- Try it
Word for word, restate each of the entries below, and drop every picture.

- Working data
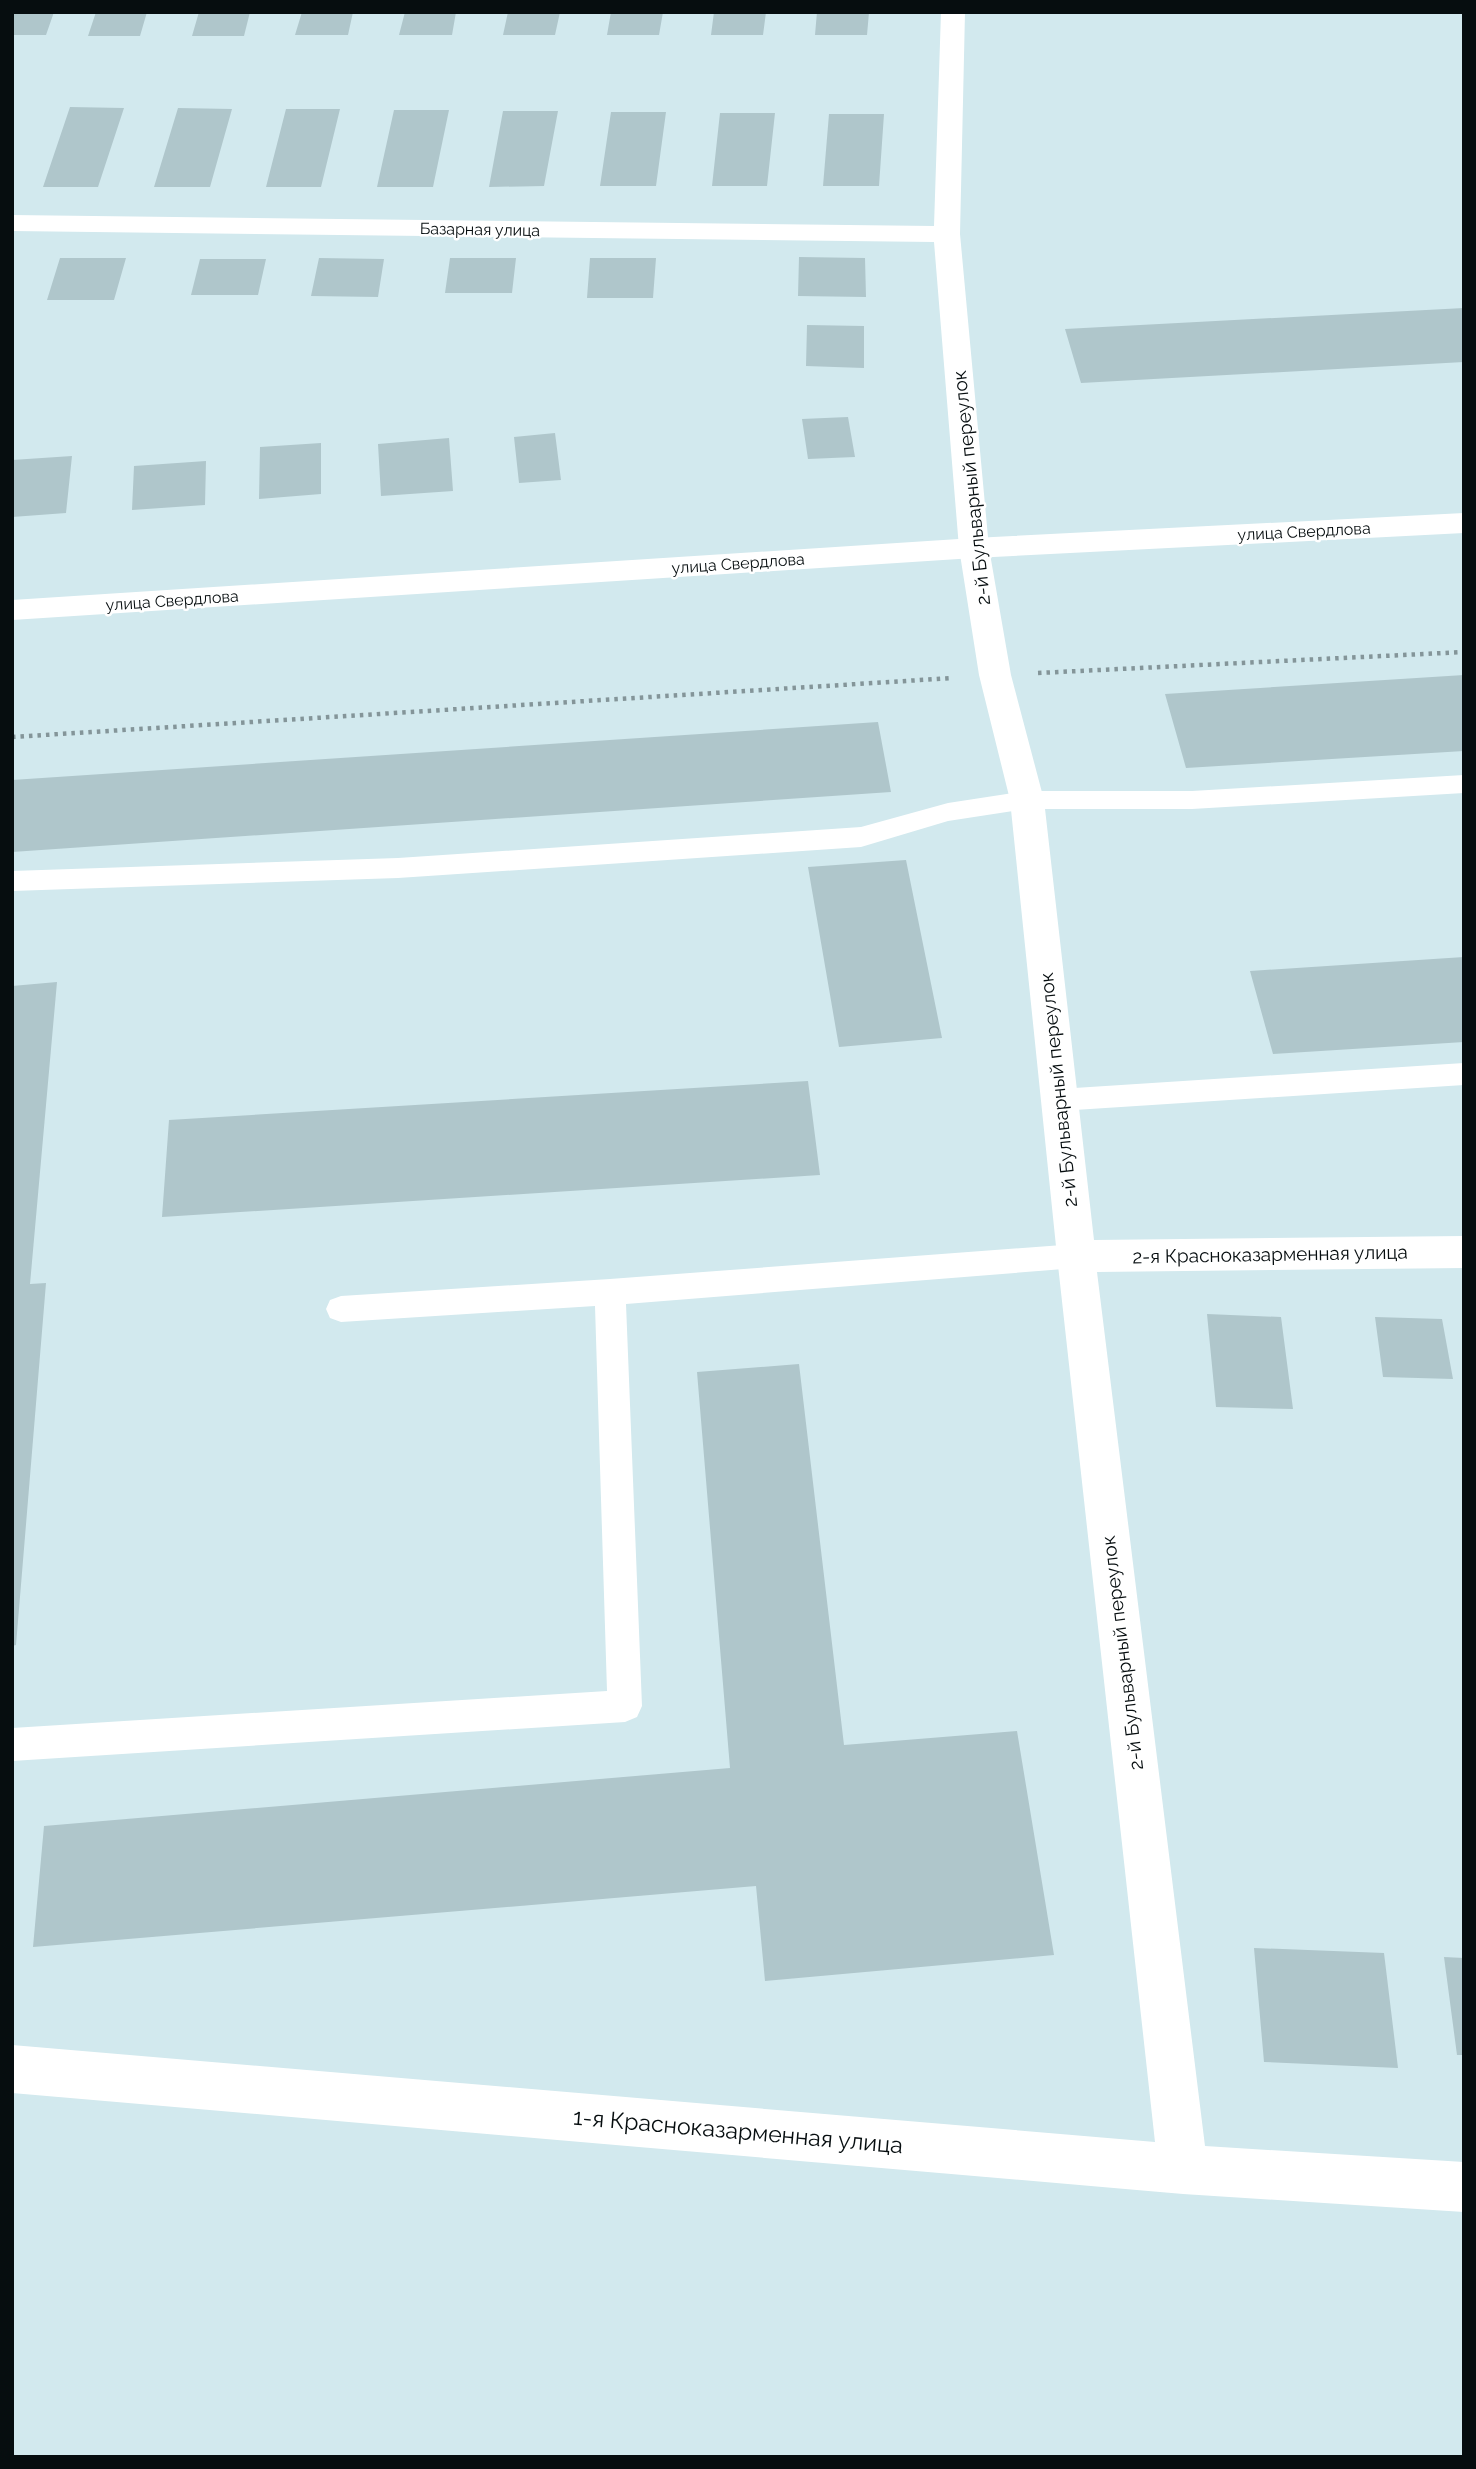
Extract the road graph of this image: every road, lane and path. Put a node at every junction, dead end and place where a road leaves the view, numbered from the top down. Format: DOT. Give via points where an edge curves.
graph roads {
  1 [pos="953,12"];
  2 [pos="12,223"];
  3 [pos="947,234"];
  4 [pos="1464,523"];
  5 [pos="974,548"];
  6 [pos="12,610"];
  7 [pos="1464,652"];
  8 [pos="995,675"];
  9 [pos="12,737"];
  10 [pos="1464,784"];
  11 [pos="1027,800"];
  12 [pos="12,881"];
  13 [pos="1464,1074"];
  14 [pos="1059,1100"];
  15 [pos="1464,1252"];
  16 [pos="1076,1256"];
  17 [pos="610,1292"];
  18 [pos="341,1309"];
  19 [pos="12,1745"];
  20 [pos="12,2069"];
  21 [pos="1183,2169"];
  22 [pos="1464,2188"];
  1 -- 3 [label="street, 2-й Бульварный переулок"];
  2 -- 3 [label="street, Базарная улица"];
  3 -- 5 [label="street, 2-й Бульварный переулок"];
  4 -- 5 [label="street, улица Свердлова"];
  5 -- 6 [label="street, улица Свердлова"];
  5 -- 8 [label="street, 2-й Бульварный переулок"];
  7 -- 8 [label="path"];
  8 -- 9 [label="path"];
  8 -- 11 [label="street, 2-й Бульварный переулок"];
  10 -- 11 [label="lane" via="1192,800"];
  11 -- 12 [label="lane" via="948,812 861,837 398,868"];
  11 -- 14 [label="street, 2-й Бульварный переулок"];
  13 -- 14 [label="lane"];
  14 -- 16 [label="street, 2-й Бульварный переулок"];
  15 -- 16 [label="street, 2-я Красноказарменная улица"];
  16 -- 17 [label="lane"];
  16 -- 21 [label="street, 2-й Бульварный переулок"];
  17 -- 18 [label="lane"];
  17 -- 19 [label="lane" via="625,1706"];
  20 -- 21 [label="street, 1-я Красноказарменная улица"];
  21 -- 22 [label="street, 1-я Красноказарменная улица"];
}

- Solution for this task
Extract the road graph of this image: every road, lane and path. Put a node at every junction, dead end and place where a road leaves the view, numbered from the top down. Format: DOT. Give via points where an edge curves.
graph roads {
  1 [pos="953,12"];
  2 [pos="12,223"];
  3 [pos="947,234"];
  4 [pos="1464,523"];
  5 [pos="974,548"];
  6 [pos="12,610"];
  7 [pos="1464,652"];
  8 [pos="995,675"];
  9 [pos="12,737"];
  10 [pos="1464,784"];
  11 [pos="1027,800"];
  12 [pos="12,881"];
  13 [pos="1464,1074"];
  14 [pos="1059,1100"];
  15 [pos="1464,1252"];
  16 [pos="1076,1256"];
  17 [pos="610,1292"];
  18 [pos="341,1309"];
  19 [pos="12,1745"];
  20 [pos="12,2069"];
  21 [pos="1183,2169"];
  22 [pos="1464,2188"];
  1 -- 3 [label="street, 2-й Бульварный переулок"];
  2 -- 3 [label="street, Базарная улица"];
  3 -- 5 [label="street, 2-й Бульварный переулок"];
  4 -- 5 [label="street, улица Свердлова"];
  5 -- 6 [label="street, улица Свердлова"];
  5 -- 8 [label="street, 2-й Бульварный переулок"];
  7 -- 8 [label="path"];
  8 -- 9 [label="path"];
  8 -- 11 [label="street, 2-й Бульварный переулок"];
  10 -- 11 [label="lane" via="1192,800"];
  11 -- 12 [label="lane" via="948,812 861,837 398,868"];
  11 -- 14 [label="street, 2-й Бульварный переулок"];
  13 -- 14 [label="lane"];
  14 -- 16 [label="street, 2-й Бульварный переулок"];
  15 -- 16 [label="street, 2-я Красноказарменная улица"];
  16 -- 17 [label="lane"];
  16 -- 21 [label="street, 2-й Бульварный переулок"];
  17 -- 18 [label="lane"];
  17 -- 19 [label="lane" via="625,1706"];
  20 -- 21 [label="street, 1-я Красноказарменная улица"];
  21 -- 22 [label="street, 1-я Красноказарменная улица"];
}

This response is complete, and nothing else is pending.